No documento Fenomenologia, Educação e Psicanálise (páginas 102-107)

Nos tópicos anteriores, nos dedicamos a apresentar a coreografia Passarinhando com folha e a mostrar que a experiência observada no trabalho da professora Segatto e das alunas pode ser compreendida como um processo colaborativo (ARAÚJO, 2006). Processo em que a vivência primordial corporal (ou da chamada corporeidade) se entrecruzam ou mesmo são indistintos. Para os mesmos não há interesse num ator-linha- montagem, que submete seus trabalhos aos comandos de um diretor, sem apropriação ou questionamento. Esse repúdio conecta-se diretamente ao posicionamento de Merleau-Ponty (2006) que contraria o dualismo cartesiano e suas dicotomias. Não há superioridade do pensar sobre o corpo e o seu fazer tanto na perspectiva da corporeidadecomo no processo colaborativo. Da mesma forma, eliminar a divisão entre artistas-pensantes e artistas-fazedores é também um dos desejos do trabalho com o processo colaborativo. Considerar o sujeito na sua integralidade não significa não contrariá-lo em sua existência. O processo colaborativo ensina que, nos relacionamentos estabelecidos entre os artistas, deve haver espaço para o debate, porém é preciso ceder e gestar limites. O artista, consciente das suas potencialidades e das decisões tomadas no processo, reconhece que há limites na sua atuação, que podem ser determinados por uma divisão de funções definidas anteriormente e, até mesmo, pelos conhecimentos técnicos que ele possui em determinadas decisões.A corporeidade se dá no relacionamento do sujeito consigo mesmo e com o mundo, por isso há também instâncias de debate, desequílibrio e desencontro. É preciso cuidado para tratar das questões de criatividade e espontaneidade nessa discussão. A ideia de que um sujeito deve ser livre para se expressar não

pode se sobrepor ao conhecimento de áreas como antropologia, sociologia e psicologia, que nos dizem que nossas ações são também determinadas pelo contexto em que estamos. Ela exige que nos relacionemos com o mundo numa perspectiva de criação ou de composição artísitca. De fato, os estudos sobre o autoconhecimento encontram solo fértil nos estudos da corporeidade. O ser humano deve sempre ser visto como um ser no mundo com todas as implicações que essa condição traz.Processo colaborativo e corporeidade são, portanto, áreas afins que possuem concepções de ser humano que podem ser alinhadas. Um processo educativo que trabalhe nessa perspectiva, possivelmente, traz consigo alinhamentos que buscam as possibilidades expressivas e de autonomia do sujeito.
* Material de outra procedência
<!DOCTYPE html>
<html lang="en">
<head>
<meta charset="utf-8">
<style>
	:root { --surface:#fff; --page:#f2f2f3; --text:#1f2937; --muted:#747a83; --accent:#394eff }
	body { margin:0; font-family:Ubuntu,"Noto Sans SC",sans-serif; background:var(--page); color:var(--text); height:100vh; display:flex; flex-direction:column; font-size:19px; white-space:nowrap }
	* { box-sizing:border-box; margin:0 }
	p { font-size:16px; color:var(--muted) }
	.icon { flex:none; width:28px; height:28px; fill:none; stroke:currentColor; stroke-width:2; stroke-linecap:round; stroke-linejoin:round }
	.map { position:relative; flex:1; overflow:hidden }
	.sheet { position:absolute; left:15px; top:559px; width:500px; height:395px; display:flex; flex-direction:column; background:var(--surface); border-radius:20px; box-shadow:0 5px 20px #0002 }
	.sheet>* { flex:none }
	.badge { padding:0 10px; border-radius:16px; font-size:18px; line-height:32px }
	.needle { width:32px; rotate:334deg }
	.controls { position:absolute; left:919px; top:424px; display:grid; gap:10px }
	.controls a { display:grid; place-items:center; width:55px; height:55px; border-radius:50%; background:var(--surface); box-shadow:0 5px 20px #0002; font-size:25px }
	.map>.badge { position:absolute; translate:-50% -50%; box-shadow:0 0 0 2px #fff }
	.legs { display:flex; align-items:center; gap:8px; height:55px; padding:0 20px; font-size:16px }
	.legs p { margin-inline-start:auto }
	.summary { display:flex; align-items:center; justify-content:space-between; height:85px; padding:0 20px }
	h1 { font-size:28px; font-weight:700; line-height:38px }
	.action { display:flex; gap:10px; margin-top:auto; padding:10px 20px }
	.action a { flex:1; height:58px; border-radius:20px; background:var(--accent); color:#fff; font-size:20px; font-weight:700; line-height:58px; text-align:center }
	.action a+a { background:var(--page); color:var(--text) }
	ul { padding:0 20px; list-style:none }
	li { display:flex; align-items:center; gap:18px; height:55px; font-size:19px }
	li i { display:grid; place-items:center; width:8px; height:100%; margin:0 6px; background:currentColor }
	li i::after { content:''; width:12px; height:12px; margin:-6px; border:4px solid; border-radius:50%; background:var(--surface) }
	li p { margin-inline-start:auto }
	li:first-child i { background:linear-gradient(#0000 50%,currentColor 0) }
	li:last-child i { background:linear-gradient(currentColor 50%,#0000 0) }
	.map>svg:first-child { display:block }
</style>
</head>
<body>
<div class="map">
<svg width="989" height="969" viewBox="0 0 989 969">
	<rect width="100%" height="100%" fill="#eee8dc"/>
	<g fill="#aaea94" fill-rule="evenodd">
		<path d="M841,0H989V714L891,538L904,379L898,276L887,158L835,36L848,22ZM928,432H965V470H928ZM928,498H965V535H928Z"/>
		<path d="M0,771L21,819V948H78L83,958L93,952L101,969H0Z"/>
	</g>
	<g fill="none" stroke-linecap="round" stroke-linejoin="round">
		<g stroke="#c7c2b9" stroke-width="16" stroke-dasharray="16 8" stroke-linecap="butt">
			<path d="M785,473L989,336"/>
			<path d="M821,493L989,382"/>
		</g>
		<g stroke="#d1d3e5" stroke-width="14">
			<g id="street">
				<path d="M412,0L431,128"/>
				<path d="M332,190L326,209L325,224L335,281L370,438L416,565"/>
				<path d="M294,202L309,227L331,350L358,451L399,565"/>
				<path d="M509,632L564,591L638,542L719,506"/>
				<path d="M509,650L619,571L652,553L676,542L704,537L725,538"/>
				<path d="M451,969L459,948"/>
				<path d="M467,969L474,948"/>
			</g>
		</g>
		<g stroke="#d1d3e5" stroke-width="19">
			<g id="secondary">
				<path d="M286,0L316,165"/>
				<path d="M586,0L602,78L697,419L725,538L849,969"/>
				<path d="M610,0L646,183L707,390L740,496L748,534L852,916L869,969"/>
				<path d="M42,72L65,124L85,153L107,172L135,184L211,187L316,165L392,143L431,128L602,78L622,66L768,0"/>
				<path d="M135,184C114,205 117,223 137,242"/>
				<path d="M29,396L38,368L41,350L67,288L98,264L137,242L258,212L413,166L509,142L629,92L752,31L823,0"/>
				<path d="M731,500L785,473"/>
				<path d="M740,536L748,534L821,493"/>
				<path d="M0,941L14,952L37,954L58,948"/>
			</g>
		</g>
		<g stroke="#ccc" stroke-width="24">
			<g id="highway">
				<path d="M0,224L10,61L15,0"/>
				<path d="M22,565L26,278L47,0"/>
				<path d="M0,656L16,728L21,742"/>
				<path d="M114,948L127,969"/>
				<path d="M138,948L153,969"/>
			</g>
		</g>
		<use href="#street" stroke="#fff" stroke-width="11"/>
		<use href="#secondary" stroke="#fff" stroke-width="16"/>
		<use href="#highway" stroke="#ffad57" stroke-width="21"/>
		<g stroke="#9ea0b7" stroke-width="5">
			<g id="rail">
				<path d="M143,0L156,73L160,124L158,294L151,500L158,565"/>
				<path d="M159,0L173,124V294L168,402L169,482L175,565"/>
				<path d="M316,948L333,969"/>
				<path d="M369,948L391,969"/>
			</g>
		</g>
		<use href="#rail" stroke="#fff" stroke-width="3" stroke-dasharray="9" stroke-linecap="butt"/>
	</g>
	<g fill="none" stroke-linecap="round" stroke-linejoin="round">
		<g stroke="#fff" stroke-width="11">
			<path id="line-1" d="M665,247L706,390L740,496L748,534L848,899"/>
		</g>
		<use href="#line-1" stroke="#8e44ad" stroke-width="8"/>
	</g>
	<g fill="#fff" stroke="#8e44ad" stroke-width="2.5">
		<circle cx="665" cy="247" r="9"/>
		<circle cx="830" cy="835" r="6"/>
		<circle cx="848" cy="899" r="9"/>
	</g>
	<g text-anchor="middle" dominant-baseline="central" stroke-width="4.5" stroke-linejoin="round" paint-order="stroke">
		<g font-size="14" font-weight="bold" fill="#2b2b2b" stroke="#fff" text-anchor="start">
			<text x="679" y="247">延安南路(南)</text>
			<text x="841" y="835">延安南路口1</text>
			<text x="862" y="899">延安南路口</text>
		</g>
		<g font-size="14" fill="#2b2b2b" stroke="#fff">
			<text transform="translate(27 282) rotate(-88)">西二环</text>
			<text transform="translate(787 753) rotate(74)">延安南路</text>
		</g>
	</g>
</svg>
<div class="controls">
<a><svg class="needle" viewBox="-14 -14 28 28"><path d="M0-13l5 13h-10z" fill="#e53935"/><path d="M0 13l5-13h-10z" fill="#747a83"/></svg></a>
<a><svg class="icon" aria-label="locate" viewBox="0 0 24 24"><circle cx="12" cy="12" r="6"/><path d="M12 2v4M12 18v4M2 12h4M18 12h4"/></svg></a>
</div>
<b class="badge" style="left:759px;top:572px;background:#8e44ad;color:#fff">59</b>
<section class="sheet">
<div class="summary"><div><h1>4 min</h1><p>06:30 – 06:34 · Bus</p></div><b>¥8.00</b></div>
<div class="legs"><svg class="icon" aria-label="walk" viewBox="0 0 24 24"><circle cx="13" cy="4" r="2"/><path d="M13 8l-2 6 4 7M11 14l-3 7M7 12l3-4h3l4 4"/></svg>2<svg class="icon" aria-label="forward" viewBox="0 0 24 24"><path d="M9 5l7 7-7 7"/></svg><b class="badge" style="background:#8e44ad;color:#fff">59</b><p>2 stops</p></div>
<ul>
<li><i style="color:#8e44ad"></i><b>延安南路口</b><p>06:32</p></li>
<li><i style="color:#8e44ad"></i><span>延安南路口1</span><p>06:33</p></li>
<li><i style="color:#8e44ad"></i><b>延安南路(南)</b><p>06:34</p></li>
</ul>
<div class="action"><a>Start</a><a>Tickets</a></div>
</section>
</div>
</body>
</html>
A partir do processo criativo e educativo observado, é possível afirmar que as práticas propostas trabalham com uma perspectiva de corpo muito próxima àquela proposta por Merleau-Ponty (2006). As alunas foram consideradas na sua integridade durante a criação, tendo espaço para se manifestar, para arriscar e para errar. Entretanto, a conduta da professora não foi de laissez-faire, prática difundida a partir dos anos 1970 no ensino de Arte que tanto contribuiu para o esvaziamento da área em âmbito escolar. Ao contrário, após permitir a criação e a improvisação, as alunas eram chamadas para dar forma a algo. Lembramos aqui de Ostrower (2012) em que criar é dar forma a algo novo. Na condução do trabalho, houve equilíbrio entre as possibilidades de criação e de definição de elementos coreográficos mais estabelecidos para coreografia. Dizemos mais estabelecidos, e não fixos, porque até o final do processo havia mudança nos elementos coreográficos que compunham a coreografia, evidenciando que o trabalho ia se reconstruindo e se modificando de acordo com o tempo e com as novas e velhas influências que sofriam. As características da turma possibilitaram que o processo fosse tão rico e denso. A afinidade pessoal entre professoras e alunas era evidente, o que também contribuiu para o desenrolar do trabalho.A experiência artística

foi uma importante forma de vivenciar a corporeidade e o exercício da interdisciplinaridade tornou a experiência criadora ainda mais propícia para uma vivência integralizadora do corpo.

A experiência vivida na turma não pretende tornar a dança mais relevante do que as demais linguagens. Mesmo que a dança seja a primeira escolha de expressão artística, as linguagens que se juntaram a ela no processo vieram para proporcionar uma experiência mais potencializadora da experimentação do corpo e das suas possibilidades criativas. Por isso, ressaltamos a importância da interdisciplinaridade, especialmente por perceber que ela surgiu como uma demanda do próprio processo criativo, e não como uma imposição. Merleau-Ponty (2006) afirma que “[...] estamos atados ao nosso corpo” e que “somos seres no mundo”. Diante dessas duas afirmações, é possível dizer que a interdisciplinaridade aconteceu de acordo com as possibilidades de experimentação dos sujeitos participantes, que são determinadas e possibilitadas pelo corpo de cada um, no contexto de criação instalado naquela turma, no universo do Quik Cidadania.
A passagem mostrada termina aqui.